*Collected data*

+++++

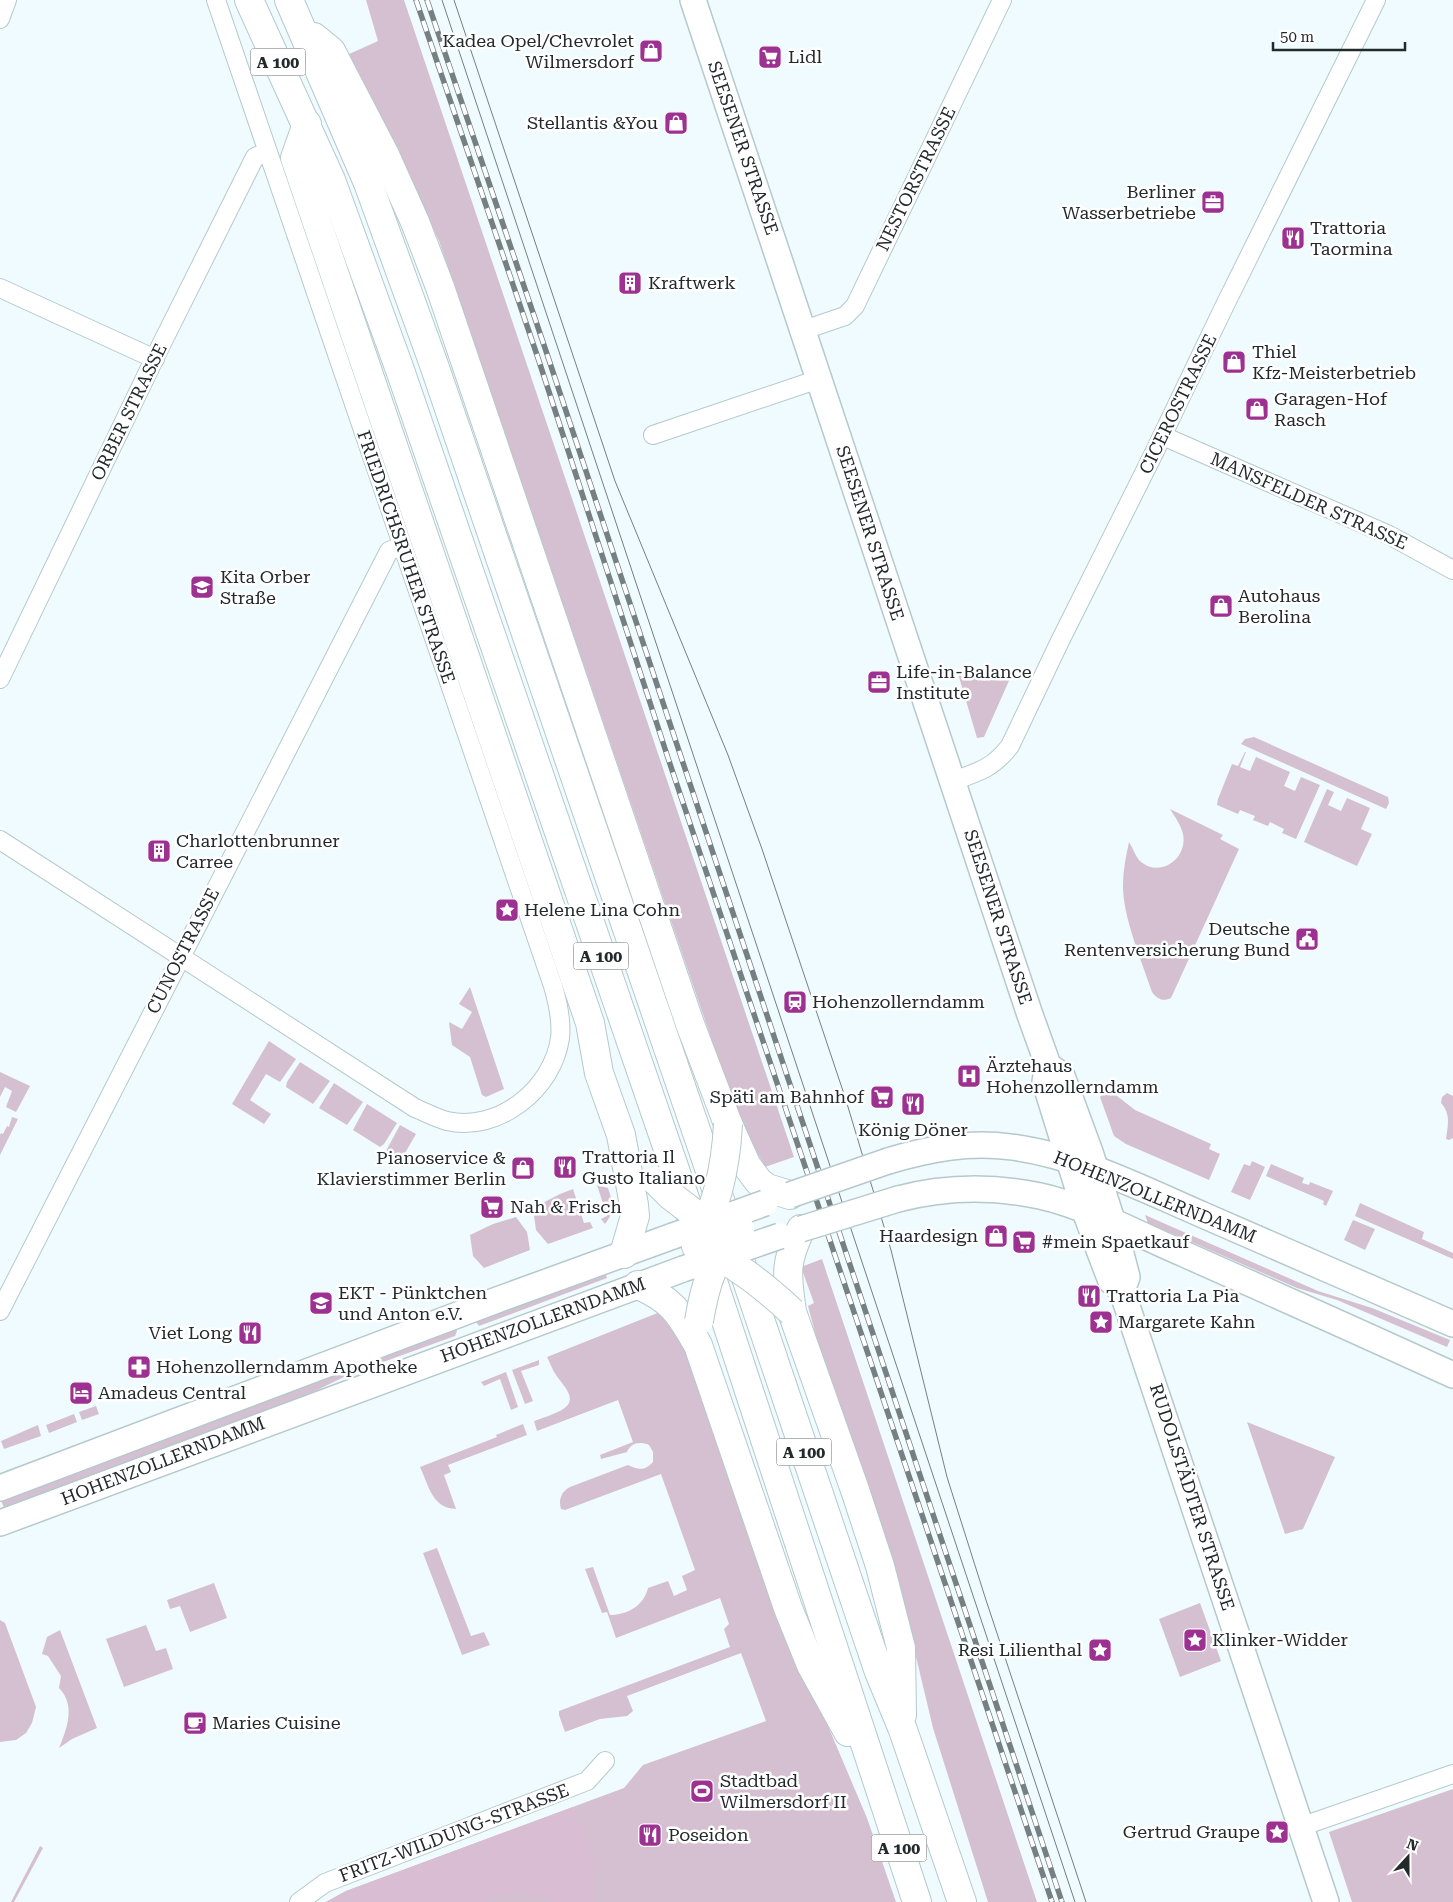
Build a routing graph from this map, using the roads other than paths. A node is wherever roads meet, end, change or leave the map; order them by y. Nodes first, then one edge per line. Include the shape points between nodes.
1 (7, 0) edge
2 (216, 0) edge
3 (249, 0) edge
4 (289, 0) edge
5 (693, 0) edge
6 (1002, 0) edge
7 (1376, 0) edge
8 (0, 19) edge
9 (300, 25) junction
10 (306, 124) junction
11 (268, 152) junction
12 (0, 288) edge
13 (804, 330) junction
14 (155, 359) junction
15 (819, 379) junction
16 (653, 435) dead end
17 (1163, 436) junction
18 (402, 546) junction
19 (1453, 570) edge
20 (0, 679) edge
21 (953, 781) junction
22 (0, 840) edge
23 (180, 956) junction
24 (1048, 1064) junction
25 (728, 1124) junction
26 (621, 1135) junction
27 (1069, 1160) junction
28 (1096, 1170) junction
29 (778, 1199) junction
30 (1085, 1211) junction
31 (1112, 1223) junction
32 (740, 1229) junction
33 (791, 1232) junction
34 (696, 1246) junction
35 (624, 1254) junction
36 (638, 1285) junction
37 (1122, 1291) junction
38 (0, 1311) edge
39 (792, 1312) junction
40 (1453, 1324) edge
41 (699, 1333) junction
42 (1453, 1375) edge
43 (0, 1488) edge
44 (0, 1523) edge
45 (903, 1730) junction
46 (605, 1761) dead end
47 (1453, 1774) edge
48 (881, 1793) junction
49 (1300, 1827) junction
50 (299, 1902) edge
51 (917, 1902) edge
52 (962, 1902) edge
53 (1326, 1902) edge

1 - 8 street
2 - 11 street, FRIEDRICHSRUHER STRASSE
3 - 10 highway, A 100
4 - 9 highway, A 100
5 - 13 main road, SEESENER STRASSE
6 - 13 street, NESTORSTRASSE via 855,306 845,316
7 - 17 street, CICEROSTRASSE
9 - 25 highway via 331,51 385,155 419,231 690,1024
9 - 45 highway, A 100 via 368,183 436,371 879,1672
10 - 26 highway via 295,158 590,1023 599,1073
10 - 48 highway, A 100 via 331,180 400,370 722,1308
11 - 14 street, ORBER STRASSE via 255,157
11 - 18 street, FRIEDRICHSRUHER STRASSE
12 - 14 street
13 - 15 main road, SEESENER STRASSE
14 - 20 street, ORBER STRASSE
15 - 16 street
15 - 21 main road, SEESENER STRASSE
17 - 19 street, MANSFELDER STRASSE via 1389,535
17 - 21 street, CICEROSTRASSE via 1010,746 999,760 982,771
18 - 23 street, CUNOSTRASSE via 389,551
18 - 23 street, FRIEDRICHSRUHER STRASSE via 559,1006 560,1038 551,1068 531,1095 498,1116 480,1121 447,1121 423,1111
21 - 24 main road, SEESENER STRASSE
22 - 23 street, FRIEDRICHSRUHER STRASSE
23 - 38 street, CUNOSTRASSE
24 - 27 main road, SEESENER STRASSE via 1045,1082
24 - 28 main road, SEESENER STRASSE via 1062,1076
25 - 29 highway via 755,1177
25 - 34 highway, bridge via 723,1167
26 - 34 highway, bridge via 670,1195
26 - 35 highway via 635,1216
27 - 28 main road, HOHENZOLLERNDAMM
27 - 29 main road, HOHENZOLLERNDAMM, bridge via 988,1144 933,1148
27 - 30 main road, RUDOLSTÄDTER STRASSE
28 - 31 main road, SEESENER STRASSE
28 - 40 main road, HOHENZOLLERNDAMM
29 - 32 highway
29 - 34 main road, HOHENZOLLERNDAMM, bridge
30 - 31 main road, HOHENZOLLERNDAMM
30 - 33 main road, HOHENZOLLERNDAMM, bridge via 1040,1196 941,1190 898,1199
30 - 37 main road, RUDOLSTÄDTER STRASSE via 1111,1281
31 - 37 main road, RUDOLSTÄDTER STRASSE via 1127,1277
31 - 42 main road, HOHENZOLLERNDAMM
32 - 33 highway
32 - 34 highway, bridge
33 - 34 main road, HOHENZOLLERNDAMM, bridge
33 - 39 highway via 793,1246 788,1263 788,1287
34 - 35 main road, HOHENZOLLERNDAMM
34 - 36 main road, HOHENZOLLERNDAMM
34 - 39 highway, bridge via 761,1284
34 - 41 highway, bridge via 707,1281
35 - 43 main road, HOHENZOLLERNDAMM
36 - 41 highway via 657,1293
36 - 44 main road, HOHENZOLLERNDAMM
37 - 49 main road, RUDOLSTÄDTER STRASSE
39 - 45 highway via 880,1566 901,1648
41 - 48 highway via 788,1608 811,1665
45 - 52 highway, A 100
46 - 50 street, FRITZ-WILDUNG-STRASSE via 587,1781 325,1883
47 - 49 street
48 - 51 highway, A 100
49 - 53 main road, RUDOLSTÄDTER STRASSE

+++++

Wherever the string "SEESENER" appears in the data above, copy the line it sits in.

5 - 13 main road, SEESENER STRASSE
13 - 15 main road, SEESENER STRASSE
15 - 21 main road, SEESENER STRASSE
21 - 24 main road, SEESENER STRASSE
24 - 27 main road, SEESENER STRASSE via 1045,1082
24 - 28 main road, SEESENER STRASSE via 1062,1076
28 - 31 main road, SEESENER STRASSE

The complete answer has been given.